What we protect — and what we can't.
Most email sites don't have a page like this. Ours does, because the honest version is the selling point. Here is exactly what is encrypted, what isn't, and what a server compromise would and wouldn't expose. No superlatives. No hand-waving.
Three different guarantees. Stated separately, on purpose.
"End-to-end encrypted" means different things depending on where mail goes. Collapsing them into one claim is how other providers overstate. We keep them distinct.
End-to-end encrypted
Zero-access at rest
Encrypted when possible
Your keys live in a signed directory. When you encrypt to another account, you fetch its public key from a directory we sign — so a casual swap can't go unnoticed. A fully verifiable transparency log, where you wouldn't have to trust us at all, is not yet built. It's marked below.

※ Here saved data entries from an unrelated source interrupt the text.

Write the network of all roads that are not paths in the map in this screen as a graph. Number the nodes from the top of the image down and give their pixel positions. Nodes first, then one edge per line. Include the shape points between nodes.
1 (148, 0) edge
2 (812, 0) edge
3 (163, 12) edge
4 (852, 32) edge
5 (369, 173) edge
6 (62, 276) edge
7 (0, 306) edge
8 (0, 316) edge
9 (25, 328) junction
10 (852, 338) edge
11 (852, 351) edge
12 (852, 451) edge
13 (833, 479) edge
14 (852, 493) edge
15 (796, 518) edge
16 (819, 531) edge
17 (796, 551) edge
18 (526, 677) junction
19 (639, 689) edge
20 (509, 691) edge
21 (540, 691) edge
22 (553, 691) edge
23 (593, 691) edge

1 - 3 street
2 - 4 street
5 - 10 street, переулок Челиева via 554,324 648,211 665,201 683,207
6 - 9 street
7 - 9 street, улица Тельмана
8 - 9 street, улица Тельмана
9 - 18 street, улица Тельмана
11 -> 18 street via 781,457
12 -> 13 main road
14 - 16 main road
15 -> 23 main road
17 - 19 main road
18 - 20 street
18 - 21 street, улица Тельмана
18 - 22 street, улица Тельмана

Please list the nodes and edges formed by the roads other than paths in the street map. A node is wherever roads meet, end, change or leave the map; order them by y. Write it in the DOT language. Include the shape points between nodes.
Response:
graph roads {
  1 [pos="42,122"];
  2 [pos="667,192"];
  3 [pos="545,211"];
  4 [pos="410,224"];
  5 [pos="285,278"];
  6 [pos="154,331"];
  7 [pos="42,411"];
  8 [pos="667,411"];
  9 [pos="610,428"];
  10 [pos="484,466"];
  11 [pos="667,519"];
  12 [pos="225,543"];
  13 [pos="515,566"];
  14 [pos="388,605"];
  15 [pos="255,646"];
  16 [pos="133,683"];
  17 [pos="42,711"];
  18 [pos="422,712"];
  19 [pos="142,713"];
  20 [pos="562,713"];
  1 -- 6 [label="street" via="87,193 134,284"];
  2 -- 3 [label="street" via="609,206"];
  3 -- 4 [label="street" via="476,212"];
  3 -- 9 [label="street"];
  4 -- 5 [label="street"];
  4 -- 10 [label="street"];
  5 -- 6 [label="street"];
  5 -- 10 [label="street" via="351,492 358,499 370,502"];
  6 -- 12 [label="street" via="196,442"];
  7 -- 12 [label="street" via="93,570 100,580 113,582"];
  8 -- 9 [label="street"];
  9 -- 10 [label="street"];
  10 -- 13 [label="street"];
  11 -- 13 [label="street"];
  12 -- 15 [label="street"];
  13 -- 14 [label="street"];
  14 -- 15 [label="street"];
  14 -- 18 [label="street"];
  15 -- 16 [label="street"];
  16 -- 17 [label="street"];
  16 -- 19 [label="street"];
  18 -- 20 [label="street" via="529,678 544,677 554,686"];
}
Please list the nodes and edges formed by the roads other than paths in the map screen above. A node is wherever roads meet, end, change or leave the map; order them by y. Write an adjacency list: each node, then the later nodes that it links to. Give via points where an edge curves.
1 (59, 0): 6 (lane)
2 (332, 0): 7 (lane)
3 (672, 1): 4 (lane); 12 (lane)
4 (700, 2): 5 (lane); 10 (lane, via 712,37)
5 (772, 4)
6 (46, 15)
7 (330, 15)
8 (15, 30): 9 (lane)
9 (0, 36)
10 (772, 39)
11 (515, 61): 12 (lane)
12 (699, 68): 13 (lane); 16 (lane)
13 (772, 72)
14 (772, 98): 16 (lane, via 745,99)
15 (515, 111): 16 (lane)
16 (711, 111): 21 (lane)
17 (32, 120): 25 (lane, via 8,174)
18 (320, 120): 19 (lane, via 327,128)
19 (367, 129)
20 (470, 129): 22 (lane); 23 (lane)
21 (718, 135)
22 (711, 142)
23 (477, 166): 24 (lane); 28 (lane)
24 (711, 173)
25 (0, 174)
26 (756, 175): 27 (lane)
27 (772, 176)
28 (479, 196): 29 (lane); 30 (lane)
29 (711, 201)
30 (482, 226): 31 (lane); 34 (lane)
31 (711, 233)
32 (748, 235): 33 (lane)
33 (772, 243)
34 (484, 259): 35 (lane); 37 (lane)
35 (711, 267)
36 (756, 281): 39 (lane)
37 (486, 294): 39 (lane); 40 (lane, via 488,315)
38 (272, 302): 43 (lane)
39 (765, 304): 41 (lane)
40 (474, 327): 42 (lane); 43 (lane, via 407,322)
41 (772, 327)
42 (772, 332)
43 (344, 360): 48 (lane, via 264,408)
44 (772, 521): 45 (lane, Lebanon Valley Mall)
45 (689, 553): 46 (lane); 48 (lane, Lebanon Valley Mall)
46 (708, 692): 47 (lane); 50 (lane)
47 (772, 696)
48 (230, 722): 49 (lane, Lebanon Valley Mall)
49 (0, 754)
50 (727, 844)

If a Thelemail server were compromised.
The test of a security model isn't the happy path — it's what an attacker gets when things go wrong. Here's the honest accounting.
What stays safe
Even with full access to our servers, the things that matter most to you remain unreadable.

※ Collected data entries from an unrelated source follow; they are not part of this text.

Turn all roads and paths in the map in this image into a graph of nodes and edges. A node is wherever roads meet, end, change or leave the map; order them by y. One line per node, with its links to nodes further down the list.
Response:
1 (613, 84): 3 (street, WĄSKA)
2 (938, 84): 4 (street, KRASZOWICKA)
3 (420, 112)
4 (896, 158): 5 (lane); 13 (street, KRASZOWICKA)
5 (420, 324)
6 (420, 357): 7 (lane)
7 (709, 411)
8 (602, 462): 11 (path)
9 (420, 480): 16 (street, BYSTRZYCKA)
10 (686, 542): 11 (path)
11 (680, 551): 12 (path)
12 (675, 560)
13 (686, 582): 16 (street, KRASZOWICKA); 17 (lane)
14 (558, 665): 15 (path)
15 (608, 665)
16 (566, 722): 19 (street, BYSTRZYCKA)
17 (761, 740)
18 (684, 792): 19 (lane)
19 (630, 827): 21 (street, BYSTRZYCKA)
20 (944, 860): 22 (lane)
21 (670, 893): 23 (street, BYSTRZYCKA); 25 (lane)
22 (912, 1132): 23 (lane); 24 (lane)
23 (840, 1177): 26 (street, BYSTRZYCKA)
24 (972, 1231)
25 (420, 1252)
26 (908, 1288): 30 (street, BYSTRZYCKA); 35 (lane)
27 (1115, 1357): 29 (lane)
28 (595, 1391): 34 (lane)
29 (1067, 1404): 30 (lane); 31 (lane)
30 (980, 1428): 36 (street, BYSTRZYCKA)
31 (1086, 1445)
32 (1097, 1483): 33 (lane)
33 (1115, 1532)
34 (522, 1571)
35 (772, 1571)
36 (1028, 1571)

- The contents of your stored mailbox
- Mail exchanged between Thelemail accounts
- Your password and the keys derived from it
What's visible no matter what
Some things are inherent to how email works. We'd rather tell you than let you assume otherwise.
- Envelope metadata — sender, recipient, timestamps
- Plaintext mail after it leaves for an outside server
- Subjects of external mail without a published key
One consequence worth stating plainly. Because your stored mail is encrypted with a key derived from your password, losing your password and your recovery method means even we cannot restore your mailbox. That is the zero-access guarantee working as intended.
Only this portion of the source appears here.